Stored data:
++++
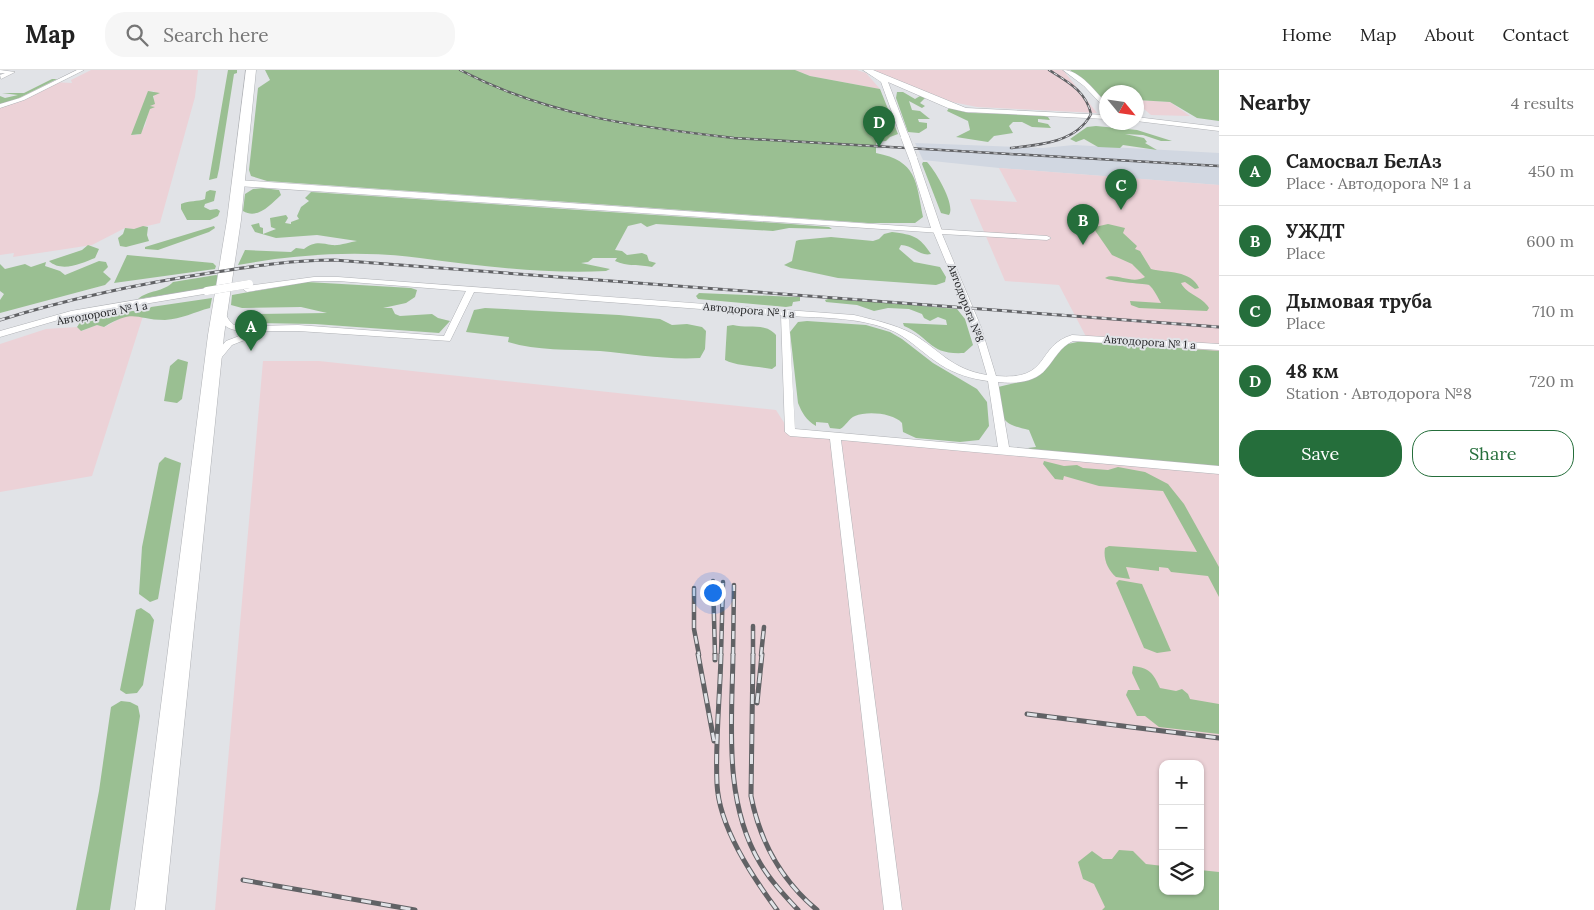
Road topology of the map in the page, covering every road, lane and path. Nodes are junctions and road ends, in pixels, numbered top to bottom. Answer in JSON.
{"nodes":[{"id":1,"x":81,"y":70,"type":"edge"},
{"id":2,"x":251,"y":70,"type":"edge"},
{"id":3,"x":868,"y":70,"type":"edge"},
{"id":4,"x":1065,"y":70,"type":"edge"},
{"id":5,"x":885,"y":85,"type":"junction"},
{"id":6,"x":901,"y":86,"type":"junction"},
{"id":7,"x":891,"y":99,"type":"junction"},
{"id":8,"x":1099,"y":99,"type":"edge"},
{"id":9,"x":0,"y":106,"type":"edge"},
{"id":10,"x":1099,"y":117,"type":"edge"},
{"id":11,"x":1144,"y":120,"type":"edge"},
{"id":12,"x":1219,"y":129,"type":"edge"},
{"id":13,"x":238,"y":184,"type":"junction"},
{"id":14,"x":937,"y":231,"type":"junction"},
{"id":15,"x":1047,"y":238,"type":"dead end"},
{"id":16,"x":472,"y":288,"type":"junction"},
{"id":17,"x":220,"y":312,"type":"junction"},
{"id":18,"x":785,"y":313,"type":"junction"},
{"id":19,"x":271,"y":328,"type":"junction"},
{"id":20,"x":0,"y":334,"type":"edge"},
{"id":21,"x":216,"y":335,"type":"junction"},
{"id":22,"x":1219,"y":347,"type":"edge"},
{"id":23,"x":212,"y":362,"type":"junction"},
{"id":24,"x":992,"y":377,"type":"junction"},
{"id":25,"x":835,"y":436,"type":"junction"},
{"id":26,"x":1004,"y":452,"type":"junction"},
{"id":27,"x":1219,"y":470,"type":"edge"},
{"id":28,"x":150,"y":910,"type":"edge"},
{"id":29,"x":893,"y":910,"type":"edge"}],
"edges":[{"from":1,"to":9,"type":"street"},
{"from":2,"to":13,"type":"highway"},
{"from":3,"to":5,"type":"street"},
{"from":3,"to":6,"type":"street"},
{"from":4,"to":8,"type":"street"},
{"from":5,"to":6,"type":"street"},
{"from":5,"to":7,"type":"street"},
{"from":6,"to":7,"type":"street"},
{"from":6,"to":10,"type":"street"},
{"from":7,"to":14,"type":"street","name":"Автодорога №8","bridge":true},
{"from":11,"to":12,"type":"street"},
{"from":13,"to":14,"type":"street"},
{"from":13,"to":17,"type":"highway"},
{"from":14,"to":15,"type":"street"},
{"from":14,"to":24,"type":"street","name":"Автодорога №8"},
{"from":16,"to":18,"type":"street","name":"Автодорога № 1 а"},
{"from":16,"to":19,"type":"street"},
{"from":16,"to":20,"type":"street","name":"Автодорога № 1 а"},
{"from":17,"to":19,"type":"street"},
{"from":17,"to":21,"type":"highway"},
{"from":18,"to":24,"type":"street","name":"Автодорога № 1 а"},
{"from":18,"to":25,"type":"street"},
{"from":19,"to":21,"type":"street"},
{"from":19,"to":23,"type":"street"},
{"from":21,"to":23,"type":"highway"},
{"from":22,"to":24,"type":"street","name":"Автодорога № 1 а"},
{"from":23,"to":28,"type":"highway"},
{"from":24,"to":26,"type":"street","name":"Автодорога №8"},
{"from":25,"to":26,"type":"street"},
{"from":25,"to":29,"type":"street"},
{"from":26,"to":27,"type":"street"}]}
++++
> BRIEF:
Each line of the entries above that contains "highway" is to be copied.

> WRITTEN SOLUTION:
{"from":2,"to":13,"type":"highway"},
{"from":13,"to":17,"type":"highway"},
{"from":17,"to":21,"type":"highway"},
{"from":21,"to":23,"type":"highway"},
{"from":23,"to":28,"type":"highway"},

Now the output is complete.